▶ [Information provided]

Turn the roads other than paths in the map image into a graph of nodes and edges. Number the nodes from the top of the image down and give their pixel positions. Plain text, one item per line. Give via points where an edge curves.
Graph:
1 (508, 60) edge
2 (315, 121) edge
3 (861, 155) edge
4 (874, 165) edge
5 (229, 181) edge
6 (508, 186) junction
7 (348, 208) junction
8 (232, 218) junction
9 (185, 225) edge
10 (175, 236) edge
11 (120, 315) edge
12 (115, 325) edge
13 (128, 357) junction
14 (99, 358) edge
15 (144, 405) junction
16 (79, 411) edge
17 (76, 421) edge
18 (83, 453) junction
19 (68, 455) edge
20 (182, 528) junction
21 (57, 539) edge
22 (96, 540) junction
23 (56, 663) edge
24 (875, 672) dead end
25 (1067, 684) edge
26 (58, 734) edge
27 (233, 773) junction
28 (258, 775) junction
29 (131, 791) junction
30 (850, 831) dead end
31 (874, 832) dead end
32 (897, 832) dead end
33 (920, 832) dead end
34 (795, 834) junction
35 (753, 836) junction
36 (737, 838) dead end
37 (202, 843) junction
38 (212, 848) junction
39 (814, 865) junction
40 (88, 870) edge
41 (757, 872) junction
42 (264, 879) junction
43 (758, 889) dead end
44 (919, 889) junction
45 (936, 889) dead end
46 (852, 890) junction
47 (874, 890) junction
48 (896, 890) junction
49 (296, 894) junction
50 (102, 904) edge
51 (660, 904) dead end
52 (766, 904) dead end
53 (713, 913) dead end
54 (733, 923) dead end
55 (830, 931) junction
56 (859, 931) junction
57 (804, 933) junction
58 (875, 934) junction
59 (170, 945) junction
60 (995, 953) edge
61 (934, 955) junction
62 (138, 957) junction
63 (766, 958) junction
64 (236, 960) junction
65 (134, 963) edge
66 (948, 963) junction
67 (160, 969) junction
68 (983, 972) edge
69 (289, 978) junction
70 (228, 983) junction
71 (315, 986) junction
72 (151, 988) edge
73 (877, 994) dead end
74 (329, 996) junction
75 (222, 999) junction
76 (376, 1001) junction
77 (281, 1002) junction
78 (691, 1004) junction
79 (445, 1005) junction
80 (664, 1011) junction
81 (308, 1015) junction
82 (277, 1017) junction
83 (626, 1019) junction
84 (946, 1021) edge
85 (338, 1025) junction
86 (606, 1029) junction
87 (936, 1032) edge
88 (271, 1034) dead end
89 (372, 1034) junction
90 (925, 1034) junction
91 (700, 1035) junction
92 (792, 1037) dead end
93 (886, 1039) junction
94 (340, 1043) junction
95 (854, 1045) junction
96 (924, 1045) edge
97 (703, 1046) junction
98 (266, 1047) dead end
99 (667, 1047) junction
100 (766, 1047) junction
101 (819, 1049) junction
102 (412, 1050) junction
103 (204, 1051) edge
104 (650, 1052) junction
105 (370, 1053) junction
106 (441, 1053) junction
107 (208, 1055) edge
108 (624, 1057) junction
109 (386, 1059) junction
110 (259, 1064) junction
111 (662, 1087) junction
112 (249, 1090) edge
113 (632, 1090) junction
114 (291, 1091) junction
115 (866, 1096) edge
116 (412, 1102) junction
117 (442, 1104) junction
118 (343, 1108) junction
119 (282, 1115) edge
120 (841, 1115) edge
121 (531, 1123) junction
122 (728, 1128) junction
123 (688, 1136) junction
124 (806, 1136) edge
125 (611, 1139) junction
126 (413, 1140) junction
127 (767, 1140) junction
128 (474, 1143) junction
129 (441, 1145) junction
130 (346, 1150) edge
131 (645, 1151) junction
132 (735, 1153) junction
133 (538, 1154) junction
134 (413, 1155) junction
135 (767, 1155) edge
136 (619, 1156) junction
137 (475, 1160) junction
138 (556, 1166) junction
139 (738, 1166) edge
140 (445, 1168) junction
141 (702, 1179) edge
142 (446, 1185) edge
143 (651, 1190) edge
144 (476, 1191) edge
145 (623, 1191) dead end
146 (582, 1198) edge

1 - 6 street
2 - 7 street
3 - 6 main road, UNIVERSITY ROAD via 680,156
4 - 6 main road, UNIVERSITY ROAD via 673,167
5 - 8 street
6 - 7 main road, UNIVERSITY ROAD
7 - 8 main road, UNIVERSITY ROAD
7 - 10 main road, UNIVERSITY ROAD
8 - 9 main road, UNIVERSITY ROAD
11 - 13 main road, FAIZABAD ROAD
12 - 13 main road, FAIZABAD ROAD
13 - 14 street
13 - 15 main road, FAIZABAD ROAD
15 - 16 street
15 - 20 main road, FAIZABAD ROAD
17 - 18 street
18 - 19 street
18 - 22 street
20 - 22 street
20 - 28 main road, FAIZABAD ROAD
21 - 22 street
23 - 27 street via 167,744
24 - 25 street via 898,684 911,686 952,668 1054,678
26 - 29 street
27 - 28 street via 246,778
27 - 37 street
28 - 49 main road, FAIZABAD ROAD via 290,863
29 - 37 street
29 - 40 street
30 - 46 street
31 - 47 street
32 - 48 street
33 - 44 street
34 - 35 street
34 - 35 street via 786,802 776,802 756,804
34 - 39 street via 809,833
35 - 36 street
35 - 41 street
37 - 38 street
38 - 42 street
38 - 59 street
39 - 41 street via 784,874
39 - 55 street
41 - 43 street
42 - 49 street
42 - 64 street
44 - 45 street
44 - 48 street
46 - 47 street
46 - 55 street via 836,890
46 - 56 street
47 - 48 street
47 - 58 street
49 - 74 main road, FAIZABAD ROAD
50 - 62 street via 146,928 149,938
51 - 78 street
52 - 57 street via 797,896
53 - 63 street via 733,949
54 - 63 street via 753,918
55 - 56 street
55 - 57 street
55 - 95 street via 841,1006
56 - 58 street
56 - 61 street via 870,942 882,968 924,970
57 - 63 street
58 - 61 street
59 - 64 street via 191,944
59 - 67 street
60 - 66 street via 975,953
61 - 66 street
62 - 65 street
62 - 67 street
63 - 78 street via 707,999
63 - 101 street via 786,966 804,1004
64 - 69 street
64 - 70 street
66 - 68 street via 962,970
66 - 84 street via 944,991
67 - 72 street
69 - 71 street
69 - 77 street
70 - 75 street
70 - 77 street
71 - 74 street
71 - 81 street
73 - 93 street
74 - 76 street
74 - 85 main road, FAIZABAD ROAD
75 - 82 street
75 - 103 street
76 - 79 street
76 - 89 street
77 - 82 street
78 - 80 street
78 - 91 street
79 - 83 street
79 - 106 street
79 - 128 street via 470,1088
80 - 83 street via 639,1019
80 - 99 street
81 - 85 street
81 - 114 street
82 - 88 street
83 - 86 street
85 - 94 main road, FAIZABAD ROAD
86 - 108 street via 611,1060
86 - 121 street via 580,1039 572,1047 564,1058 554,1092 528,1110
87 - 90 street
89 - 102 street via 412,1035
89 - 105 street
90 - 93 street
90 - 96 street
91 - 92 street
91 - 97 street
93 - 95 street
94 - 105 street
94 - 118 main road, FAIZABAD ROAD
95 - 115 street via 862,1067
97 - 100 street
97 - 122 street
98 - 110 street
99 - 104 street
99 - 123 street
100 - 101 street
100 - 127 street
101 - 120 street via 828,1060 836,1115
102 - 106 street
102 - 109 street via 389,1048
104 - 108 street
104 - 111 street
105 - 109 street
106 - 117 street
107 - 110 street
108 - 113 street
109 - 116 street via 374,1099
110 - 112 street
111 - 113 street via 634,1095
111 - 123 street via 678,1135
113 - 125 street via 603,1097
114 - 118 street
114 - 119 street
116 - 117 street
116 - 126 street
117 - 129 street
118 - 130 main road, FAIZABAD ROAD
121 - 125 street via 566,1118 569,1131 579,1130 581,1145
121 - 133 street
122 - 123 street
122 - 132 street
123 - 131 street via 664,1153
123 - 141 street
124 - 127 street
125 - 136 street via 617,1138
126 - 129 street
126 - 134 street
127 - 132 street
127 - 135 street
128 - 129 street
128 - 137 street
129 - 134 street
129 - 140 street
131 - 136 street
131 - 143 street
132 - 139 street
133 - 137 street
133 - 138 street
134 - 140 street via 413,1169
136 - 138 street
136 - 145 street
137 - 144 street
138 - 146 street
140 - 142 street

▶ [Aim of the exercise] Go through the entries and copy every line with "FAIZABAD".

▶ [Exercise response]
11 - 13 main road, FAIZABAD ROAD
12 - 13 main road, FAIZABAD ROAD
13 - 15 main road, FAIZABAD ROAD
15 - 20 main road, FAIZABAD ROAD
20 - 28 main road, FAIZABAD ROAD
28 - 49 main road, FAIZABAD ROAD via 290,863
49 - 74 main road, FAIZABAD ROAD
74 - 85 main road, FAIZABAD ROAD
85 - 94 main road, FAIZABAD ROAD
94 - 118 main road, FAIZABAD ROAD
118 - 130 main road, FAIZABAD ROAD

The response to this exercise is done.